Users also should practice putting them on. “They are cumbersome, and require practice to don correctly,” said Bruce Brown, of Bruce Brown and Associates, a California company that offers training to commercial and recreational mariners. “Gloves restrict the ability to do much in the way of grabbing very much of anything, untying lines, undoing shackles or snaps or releasing latches.”
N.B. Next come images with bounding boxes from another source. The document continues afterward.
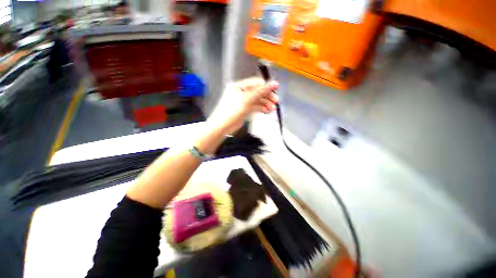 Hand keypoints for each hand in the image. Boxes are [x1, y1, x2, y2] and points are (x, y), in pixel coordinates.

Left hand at [207, 77, 278, 134]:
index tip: (276, 89)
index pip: (255, 83)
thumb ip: (260, 92)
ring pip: (257, 101)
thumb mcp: (246, 100)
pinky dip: (261, 109)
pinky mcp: (245, 110)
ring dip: (266, 104)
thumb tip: (273, 84)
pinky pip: (255, 107)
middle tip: (276, 102)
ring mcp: (244, 102)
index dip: (266, 86)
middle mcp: (242, 93)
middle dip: (267, 97)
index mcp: (239, 87)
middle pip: (257, 92)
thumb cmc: (231, 112)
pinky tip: (267, 111)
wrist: (222, 126)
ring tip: (272, 109)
There are also maintenance requirements that can vary by suit manufacturer. In general, they should be inspected manually each year. Commercial users must be inspected every three years by a certified facility — which is a good idea for recreational users, too.
“You don’t want them exposed to gasoline or wet all the time, you don’t want to stack stuff on them so they get compressed and bend the zippers,” said Uglene, the Mustang Survival engineer. “You should inspect them at least annually, but more is great. That inspection really means take it out and try it on.”
“Storage really can affect the life of suits, but with materials these days, they have long lives,” he added. “You can get decades out of a well-maintained suit.”
Warren-White bought the immersion suits for the circumnavigation aboard Bahati from an online auction site. He and his wife practiced putting them on before their trip and fortunately never had to use them.
The couple also decided not to bring them along for most of the circumnavigation, which they completed in 2011. He recalled selling them to another couple planning a voyage to Canada, where immersion suits seemed essential.
Throughout the voyage, Warren-White said they didn’t really regret giving the suits away. “We probably never saw conditions that made us worry about cold water in the same way (as early in the voyage). Not that any water can’t get too cold after being in it for a while.”
That said, he remains convinced of their value. “It makes more sense to have them if you’re going to spend a lot of time in really cold water and in areas where you might not get easily rescued,” he said. “If you needed them, you’d be happy you had them.”
Casey Conley is the editor of American Tugboat Review.